Blackberry Cabernet Sorbet

a glass dessert cup of raspberry sherbet
a glass dessert cup of raspberry sherbet (Photo credit: Wikipedia)
By Juvy S. Iliwiliw




A sorbet is a fine-textured frozen dessert that is similar to ice cream, but is made without any dairy products or eggs. The churning action of an ice cream maker is what gives a sorbet its smooth, creamy texture. Alcohol can inhibit the freezing of a sorbet, but in this recipe most of the alcohol is cooked off when the wine is reduced to a syrup. All that is left behind is the full-bodied fruit flavor, which marries well with the blackberries.




BLACKBERRY CABERNET SORBET


You will need:


1 cup (8 oz/250 g) sugar

1 1/2 cups (12 fl oz/375 ml) Cabernet Sauvignon or other full-bodied red wine such as
Merlot or Zinfandel

2 1/2 cups (10 oz/315 g) fresh or thawed frozen blackberries, plus extra fresh blackberries for optional garnish

Pinch of salt

Fresh mint sprigs for garnish (optional)


Here's how:


Prepare an ice bath by partially filling a large bowl or the sink with cold water and ice cubes.

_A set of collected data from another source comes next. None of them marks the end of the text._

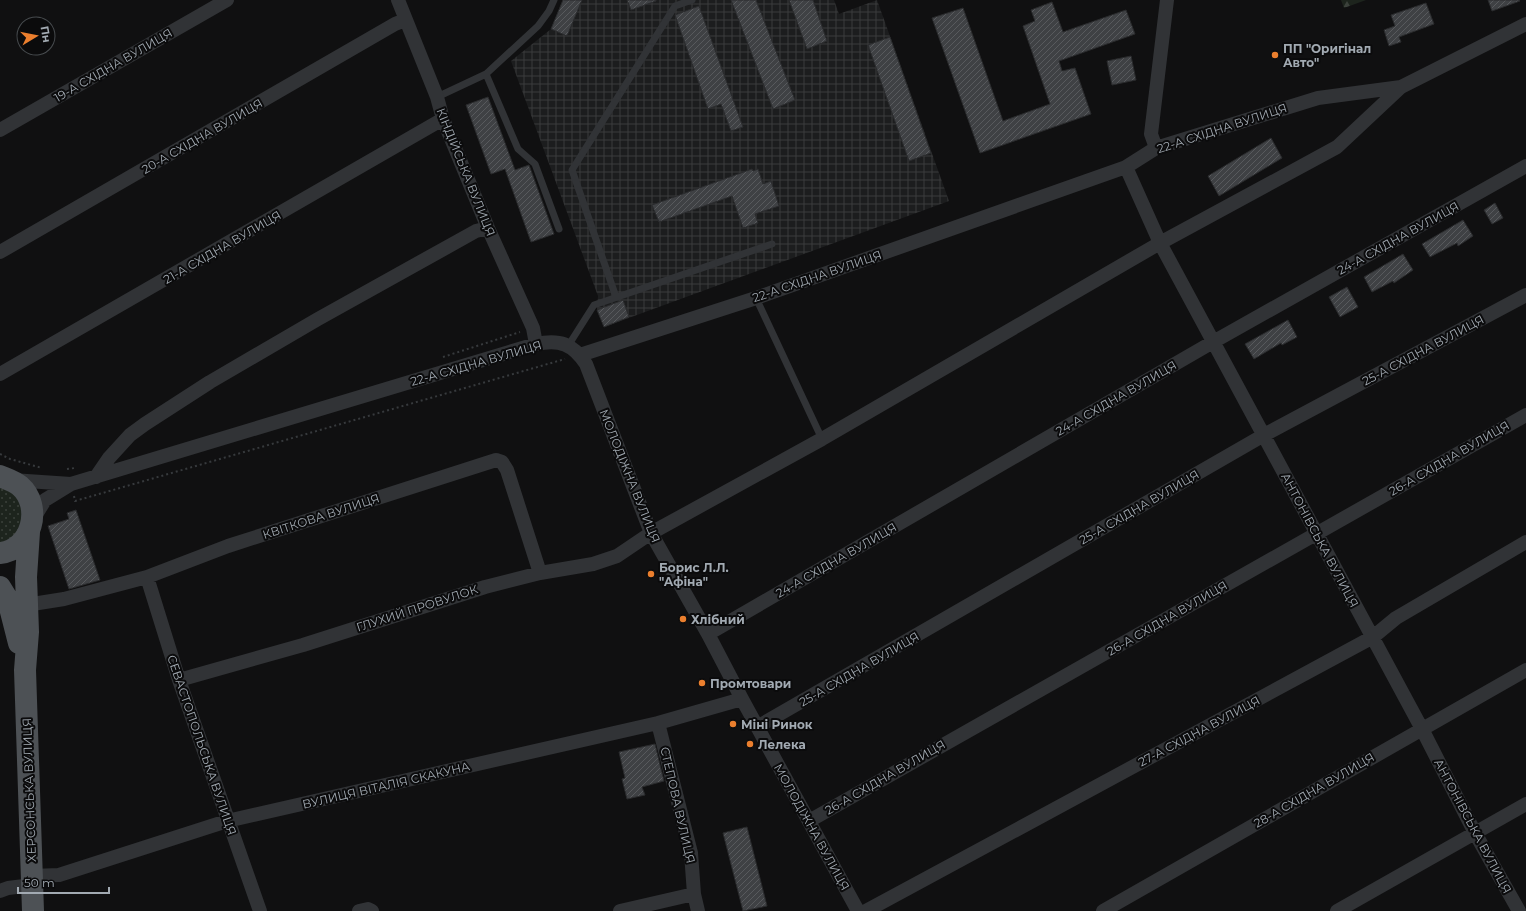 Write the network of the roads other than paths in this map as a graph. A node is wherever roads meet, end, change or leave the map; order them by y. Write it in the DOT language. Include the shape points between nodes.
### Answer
graph roads {
  1 [pos="227,0"];
  2 [pos="398,0"];
  3 [pos="554,0"];
  4 [pos="692,0"];
  5 [pos="1167,0"];
  6 [pos="405,20"];
  7 [pos="1526,24"];
  8 [pos="486,74"];
  9 [pos="1401,87"];
  10 [pos="437,97"];
  11 [pos="443,119"];
  12 [pos="0,130"];
  13 [pos="1156,148"];
  14 [pos="1526,166"];
  15 [pos="1126,167"];
  16 [pos="488,228"];
  17 [pos="559,228"];
  18 [pos="1160,243"];
  19 [pos="772,244"];
  20 [pos="0,252"];
  21 [pos="1526,295"];
  22 [pos="616,297"];
  23 [pos="756,298"];
  24 [pos="1213,342"];
  25 [pos="536,344"];
  26 [pos="568,346"];
  27 [pos="580,354"];
  28 [pos="0,374"];
  29 [pos="1526,415"];
  30 [pos="1264,435"];
  31 [pos="822,439"];
  32 [pos="96,476"];
  33 [pos="3,477"];
  34 [pos="71,484"];
  35 [pos="30,526"];
  36 [pos="651,533"];
  37 [pos="1317,533"];
  38 [pos="1526,542"];
  39 [pos="0,553"];
  40 [pos="540,573"];
  41 [pos="146,577"];
  42 [pos="8,599"];
  43 [pos="708,634"];
  44 [pos="1373,637"];
  45 [pos="1526,670"];
  46 [pos="179,680"];
  47 [pos="742,700"];
  48 [pos="658,723"];
  49 [pos="757,727"];
  50 [pos="1422,729"];
  51 [pos="1526,804"];
  52 [pos="808,821"];
  53 [pos="228,822"];
  54 [pos="1475,833"];
  55 [pos="32,881"];
  56 [pos="0,891"];
  57 [pos="694,894"];
  58 [pos="33,911"];
  59 [pos="260,911"];
  60 [pos="359,911"];
  61 [pos="372,911"];
  62 [pos="620,911"];
  63 [pos="698,911"];
  64 [pos="858,911"];
  65 [pos="866,911"];
  66 [pos="1103,911"];
  67 [pos="1337,911"];
  68 [pos="1519,911"];
  1 -- 12 [label="street, 19-А СХІДНА ВУЛИЦЯ"];
  2 -- 6 [label="street, КІНДІЙСЬКА ВУЛИЦЯ"];
  3 -- 8 [label="lane" via="538,26"];
  4 -- 22 [label="lane" via="676,6 572,170"];
  5 -- 13 [label="street" via="1151,134"];
  6 -- 10 [label="street, КІНДІЙСЬКА ВУЛИЦЯ"];
  6 -- 20 [label="street, 20-А СХІДНА ВУЛИЦЯ"];
  7 -- 9 [label="street, 22-А СХІДНА ВУЛИЦЯ"];
  8 -- 10 [label="lane"];
  8 -- 17 [label="lane" via="518,149 535,164"];
  9 -- 13 [label="street, 22-А СХІДНА ВУЛИЦЯ" via="1318,98"];
  9 -- 18 [label="street, ГЛУХИЙ ПРОВУЛОК" via="1337,147"];
  10 -- 11 [label="street, КІНДІЙСЬКА ВУЛИЦЯ"];
  11 -- 16 [label="street, КІНДІЙСЬКА ВУЛИЦЯ"];
  11 -- 28 [label="street, 21-А СХІДНА ВУЛИЦЯ"];
  13 -- 15 [label="street, 22-А СХІДНА ВУЛИЦЯ"];
  14 -- 24 [label="street, 24-А СХІДНА ВУЛИЦЯ"];
  15 -- 18 [label="street, АНТОНІВСЬКА ВУЛИЦЯ"];
  15 -- 23 [label="street, 22-А СХІДНА ВУЛИЦЯ"];
  16 -- 25 [label="street, КІНДІЙСЬКА ВУЛИЦЯ" via="533,328"];
  16 -- 32 [label="street" via="476,231 210,382 130,435"];
  18 -- 24 [label="street, АНТОНІВСЬКА ВУЛИЦЯ"];
  18 -- 31 [label="street, ГЛУХИЙ ПРОВУЛОК"];
  19 -- 22 [label="lane"];
  21 -- 30 [label="street, 25-А СХІДНА ВУЛИЦЯ"];
  22 -- 26 [label="lane" via="594,305"];
  23 -- 27 [label="street, 22-А СХІДНА ВУЛИЦЯ"];
  23 -- 31 [label="lane"];
  24 -- 30 [label="street, АНТОНІВСЬКА ВУЛИЦЯ"];
  24 -- 43 [label="street, 24-А СХІДНА ВУЛИЦЯ"];
  25 -- 26 [label="street, 22-А СХІДНА ВУЛИЦЯ" via="553,342"];
  25 -- 32 [label="street, 22-А СХІДНА ВУЛИЦЯ"];
  26 -- 27 [label="street, 22-А СХІДНА ВУЛИЦЯ"];
  27 -- 36 [label="street, МОЛОДІЖНА ВУЛИЦЯ"];
  29 -- 37 [label="street, 26-А СХІДНА ВУЛИЦЯ"];
  30 -- 37 [label="street, АНТОНІВСЬКА ВУЛИЦЯ"];
  30 -- 49 [label="street, 25-А СХІДНА ВУЛИЦЯ"];
  31 -- 36 [label="street, ГЛУХИЙ ПРОВУЛОК"];
  32 -- 34 [label="street, 22-А СХІДНА ВУЛИЦЯ"];
  33 -- 34 [label="street"];
  33 -- 35 [label="main road, ХЕРСОНСЬКА ВУЛИЦЯ" via="20,486 26,493 33,511"];
  34 -- 35 [label="street" via="45,500"];
  35 -- 39 [label="main road" via="22,541 14,548"];
  35 -- 42 [label="main road, ХЕРСОНСЬКА ВУЛИЦЯ"];
  36 -- 40 [label="street, ГЛУХИЙ ПРОВУЛОК" via="607,560"];
  36 -- 43 [label="street, МОЛОДІЖНА ВУЛИЦЯ"];
  37 -- 44 [label="street, АНТОНІВСЬКА ВУЛИЦЯ"];
  37 -- 52 [label="street, 26-А СХІДНА ВУЛИЦЯ"];
  38 -- 44 [label="street, 27-А СХІДНА ВУЛИЦЯ" via="1396,618"];
  40 -- 41 [label="street, КВІТКОВА ВУЛИЦЯ" via="507,470 502,462 496,460 228,546"];
  40 -- 46 [label="street, ГЛУХИЙ ПРОВУЛОК" via="485,587 303,645"];
  41 -- 42 [label="street, КВІТКОВА ВУЛИЦЯ" via="64,599"];
  41 -- 46 [label="street, СЕВАСТОПОЛЬСЬКА ВУЛИЦЯ"];
  42 -- 55 [label="main road, ХЕРСОНСЬКА ВУЛИЦЯ" via="28,632 25,670"];
  43 -- 47 [label="street, МОЛОДІЖНА ВУЛИЦЯ"];
  44 -- 50 [label="street, АНТОНІВСЬКА ВУЛИЦЯ"];
  44 -- 65 [label="street, 27-А СХІДНА ВУЛИЦЯ"];
  45 -- 50 [label="street, 28-А СХІДНА ВУЛИЦЯ"];
  46 -- 53 [label="street, СЕВАСТОПОЛЬСЬКА ВУЛИЦЯ"];
  47 -- 48 [label="street, ВУЛИЦЯ ВІТАЛІЯ СКАКУНА"];
  47 -- 49 [label="street, МОЛОДІЖНА ВУЛИЦЯ"];
  48 -- 53 [label="street, ВУЛИЦЯ ВІТАЛІЯ СКАКУНА"];
  48 -- 57 [label="street, СТЕПОВА ВУЛИЦЯ" via="691,853"];
  49 -- 52 [label="street, МОЛОДІЖНА ВУЛИЦЯ"];
  50 -- 54 [label="street, АНТОНІВСЬКА ВУЛИЦЯ"];
  50 -- 66 [label="street, 28-А СХІДНА ВУЛИЦЯ"];
  51 -- 54 [label="street"];
  52 -- 64 [label="street, МОЛОДІЖНА ВУЛИЦЯ"];
  53 -- 55 [label="street, ВУЛИЦЯ ВІТАЛІЯ СКАКУНА" via="59,875"];
  53 -- 59 [label="street, СЕВАСТОПОЛЬСЬКА ВУЛИЦЯ"];
  54 -- 67 [label="street"];
  54 -- 68 [label="street, АНТОНІВСЬКА ВУЛИЦЯ"];
  55 -- 56 [label="street, ВУЛИЦЯ ВІТАЛІЯ СКАКУНА"];
  55 -- 58 [label="main road, ХЕРСОНСЬКА ВУЛИЦЯ"];
  57 -- 62 [label="street"];
  57 -- 63 [label="street, СТЕПОВА ВУЛИЦЯ"];
  60 -- 61 [label="street"];
}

In a nonreactive saucepan over the medium heat, combine the sugar and wine and bring to a boil, stirring to dissolve the sugar. Boil until reduced to about 3/4 cup (6 fl oz/180 ml), 10-15 minutes. (Have a heat-resistant glass measuring pitcher handy to measure the syrup and pour it back into the pan.) As the syrup thickens, lower the heat to prevent it from bubbling over.

Remove the syrup from the heat and set the saucepan in the ice bath, stirring occasionally until cooked. Cover and refrigerate to chill thoroughly, about 4 hours or up to overnight.

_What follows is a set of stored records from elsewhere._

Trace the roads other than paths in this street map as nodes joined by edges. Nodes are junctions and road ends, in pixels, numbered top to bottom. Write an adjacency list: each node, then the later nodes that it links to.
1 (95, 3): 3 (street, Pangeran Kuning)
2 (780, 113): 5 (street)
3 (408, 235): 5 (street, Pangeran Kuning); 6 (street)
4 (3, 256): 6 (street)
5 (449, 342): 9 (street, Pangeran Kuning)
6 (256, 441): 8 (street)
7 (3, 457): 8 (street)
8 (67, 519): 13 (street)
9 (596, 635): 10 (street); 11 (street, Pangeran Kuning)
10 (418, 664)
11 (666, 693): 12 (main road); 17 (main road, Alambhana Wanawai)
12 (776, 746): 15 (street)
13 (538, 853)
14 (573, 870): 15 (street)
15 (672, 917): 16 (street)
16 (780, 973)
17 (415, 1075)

In a food processor or blender, puree the blackberries until  smooth. You should have about 1 1/2 cups (12 fl oz/375 ml) puree. Strain through a medium-mesh sieve to remove the seeds. About 1 cup (8 fl oz/250 ml) puree should remain.

In a bowl, stir together the wine syrup, blackberry puree, and salt. Pour the mixture into an ice cream maker and freeze according to the manufacturer's instructions. Transfer the sorbet to an airtight container and freeze until firm, at least 4 hours or up to 2 days, before serving.

Serve garnish with a berry or two and a mint sprig, if using.